> Instructions to follow:
Each entry below should be reproduced character for character.

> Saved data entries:
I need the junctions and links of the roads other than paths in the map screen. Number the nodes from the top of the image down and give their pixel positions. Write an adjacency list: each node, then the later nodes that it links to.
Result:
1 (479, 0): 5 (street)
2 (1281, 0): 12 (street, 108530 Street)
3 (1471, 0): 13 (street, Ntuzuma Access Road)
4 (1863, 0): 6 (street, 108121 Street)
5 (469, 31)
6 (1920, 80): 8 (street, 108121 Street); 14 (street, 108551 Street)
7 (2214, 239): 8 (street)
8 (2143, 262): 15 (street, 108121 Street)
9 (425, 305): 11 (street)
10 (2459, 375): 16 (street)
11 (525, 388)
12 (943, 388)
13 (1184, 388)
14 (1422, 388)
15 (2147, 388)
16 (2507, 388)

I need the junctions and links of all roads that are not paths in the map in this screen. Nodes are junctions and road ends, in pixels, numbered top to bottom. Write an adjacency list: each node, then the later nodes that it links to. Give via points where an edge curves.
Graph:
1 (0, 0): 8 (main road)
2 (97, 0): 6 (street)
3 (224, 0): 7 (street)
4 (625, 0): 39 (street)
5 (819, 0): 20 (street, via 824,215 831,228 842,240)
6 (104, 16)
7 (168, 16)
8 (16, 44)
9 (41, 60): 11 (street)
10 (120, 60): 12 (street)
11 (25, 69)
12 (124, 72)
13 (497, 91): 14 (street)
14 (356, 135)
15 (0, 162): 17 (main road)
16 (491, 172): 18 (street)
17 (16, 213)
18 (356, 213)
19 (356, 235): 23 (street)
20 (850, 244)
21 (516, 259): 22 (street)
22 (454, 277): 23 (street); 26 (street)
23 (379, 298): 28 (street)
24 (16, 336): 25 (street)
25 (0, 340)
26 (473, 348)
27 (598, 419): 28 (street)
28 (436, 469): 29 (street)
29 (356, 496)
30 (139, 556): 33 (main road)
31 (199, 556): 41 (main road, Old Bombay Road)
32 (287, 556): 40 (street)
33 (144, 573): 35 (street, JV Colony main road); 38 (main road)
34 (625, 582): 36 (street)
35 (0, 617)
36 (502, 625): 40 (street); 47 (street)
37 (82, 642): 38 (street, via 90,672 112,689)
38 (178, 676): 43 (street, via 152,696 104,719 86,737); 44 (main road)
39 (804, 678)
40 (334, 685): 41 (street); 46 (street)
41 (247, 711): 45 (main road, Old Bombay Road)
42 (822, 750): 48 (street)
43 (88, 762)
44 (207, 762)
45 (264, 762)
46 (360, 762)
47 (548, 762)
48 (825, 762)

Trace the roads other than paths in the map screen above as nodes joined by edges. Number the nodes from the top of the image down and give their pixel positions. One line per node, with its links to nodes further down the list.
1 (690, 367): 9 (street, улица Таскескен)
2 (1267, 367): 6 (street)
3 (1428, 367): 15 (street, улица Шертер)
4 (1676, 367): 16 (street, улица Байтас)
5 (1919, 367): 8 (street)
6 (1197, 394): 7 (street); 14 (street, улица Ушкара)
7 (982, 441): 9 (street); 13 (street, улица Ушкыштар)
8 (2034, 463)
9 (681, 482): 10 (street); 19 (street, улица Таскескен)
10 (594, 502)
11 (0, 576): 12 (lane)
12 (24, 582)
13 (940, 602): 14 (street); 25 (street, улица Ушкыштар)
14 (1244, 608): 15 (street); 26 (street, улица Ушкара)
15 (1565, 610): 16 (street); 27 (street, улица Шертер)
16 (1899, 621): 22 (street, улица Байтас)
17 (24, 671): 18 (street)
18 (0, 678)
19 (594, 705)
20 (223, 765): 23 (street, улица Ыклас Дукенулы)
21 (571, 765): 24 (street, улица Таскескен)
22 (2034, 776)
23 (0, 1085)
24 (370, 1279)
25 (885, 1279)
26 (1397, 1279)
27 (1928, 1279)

> Expected output:
I need the junctions and links of the roads other than paths in the map screen. Number the nodes from the top of the image down and give their pixel positions. Write an adjacency list: each node, then the later nodes that it links to.
Result:
1 (479, 0): 5 (street)
2 (1281, 0): 12 (street, 108530 Street)
3 (1471, 0): 13 (street, Ntuzuma Access Road)
4 (1863, 0): 6 (street, 108121 Street)
5 (469, 31)
6 (1920, 80): 8 (street, 108121 Street); 14 (street, 108551 Street)
7 (2214, 239): 8 (street)
8 (2143, 262): 15 (street, 108121 Street)
9 (425, 305): 11 (street)
10 (2459, 375): 16 (street)
11 (525, 388)
12 (943, 388)
13 (1184, 388)
14 (1422, 388)
15 (2147, 388)
16 (2507, 388)

I need the junctions and links of all roads that are not paths in the map in this screen. Nodes are junctions and road ends, in pixels, numbered top to bottom. Write an adjacency list: each node, then the later nodes that it links to. Give via points where an edge curves.
Graph:
1 (0, 0): 8 (main road)
2 (97, 0): 6 (street)
3 (224, 0): 7 (street)
4 (625, 0): 39 (street)
5 (819, 0): 20 (street, via 824,215 831,228 842,240)
6 (104, 16)
7 (168, 16)
8 (16, 44)
9 (41, 60): 11 (street)
10 (120, 60): 12 (street)
11 (25, 69)
12 (124, 72)
13 (497, 91): 14 (street)
14 (356, 135)
15 (0, 162): 17 (main road)
16 (491, 172): 18 (street)
17 (16, 213)
18 (356, 213)
19 (356, 235): 23 (street)
20 (850, 244)
21 (516, 259): 22 (street)
22 (454, 277): 23 (street); 26 (street)
23 (379, 298): 28 (street)
24 (16, 336): 25 (street)
25 (0, 340)
26 (473, 348)
27 (598, 419): 28 (street)
28 (436, 469): 29 (street)
29 (356, 496)
30 (139, 556): 33 (main road)
31 (199, 556): 41 (main road, Old Bombay Road)
32 (287, 556): 40 (street)
33 (144, 573): 35 (street, JV Colony main road); 38 (main road)
34 (625, 582): 36 (street)
35 (0, 617)
36 (502, 625): 40 (street); 47 (street)
37 (82, 642): 38 (street, via 90,672 112,689)
38 (178, 676): 43 (street, via 152,696 104,719 86,737); 44 (main road)
39 (804, 678)
40 (334, 685): 41 (street); 46 (street)
41 (247, 711): 45 (main road, Old Bombay Road)
42 (822, 750): 48 (street)
43 (88, 762)
44 (207, 762)
45 (264, 762)
46 (360, 762)
47 (548, 762)
48 (825, 762)

Trace the roads other than paths in the map screen above as nodes joined by edges. Number the nodes from the top of the image down and give their pixel positions. One line per node, with its links to nodes further down the list.
1 (690, 367): 9 (street, улица Таскескен)
2 (1267, 367): 6 (street)
3 (1428, 367): 15 (street, улица Шертер)
4 (1676, 367): 16 (street, улица Байтас)
5 (1919, 367): 8 (street)
6 (1197, 394): 7 (street); 14 (street, улица Ушкара)
7 (982, 441): 9 (street); 13 (street, улица Ушкыштар)
8 (2034, 463)
9 (681, 482): 10 (street); 19 (street, улица Таскескен)
10 (594, 502)
11 (0, 576): 12 (lane)
12 (24, 582)
13 (940, 602): 14 (street); 25 (street, улица Ушкыштар)
14 (1244, 608): 15 (street); 26 (street, улица Ушкара)
15 (1565, 610): 16 (street); 27 (street, улица Шертер)
16 (1899, 621): 22 (street, улица Байтас)
17 (24, 671): 18 (street)
18 (0, 678)
19 (594, 705)
20 (223, 765): 23 (street, улица Ыклас Дукенулы)
21 (571, 765): 24 (street, улица Таскескен)
22 (2034, 776)
23 (0, 1085)
24 (370, 1279)
25 (885, 1279)
26 (1397, 1279)
27 (1928, 1279)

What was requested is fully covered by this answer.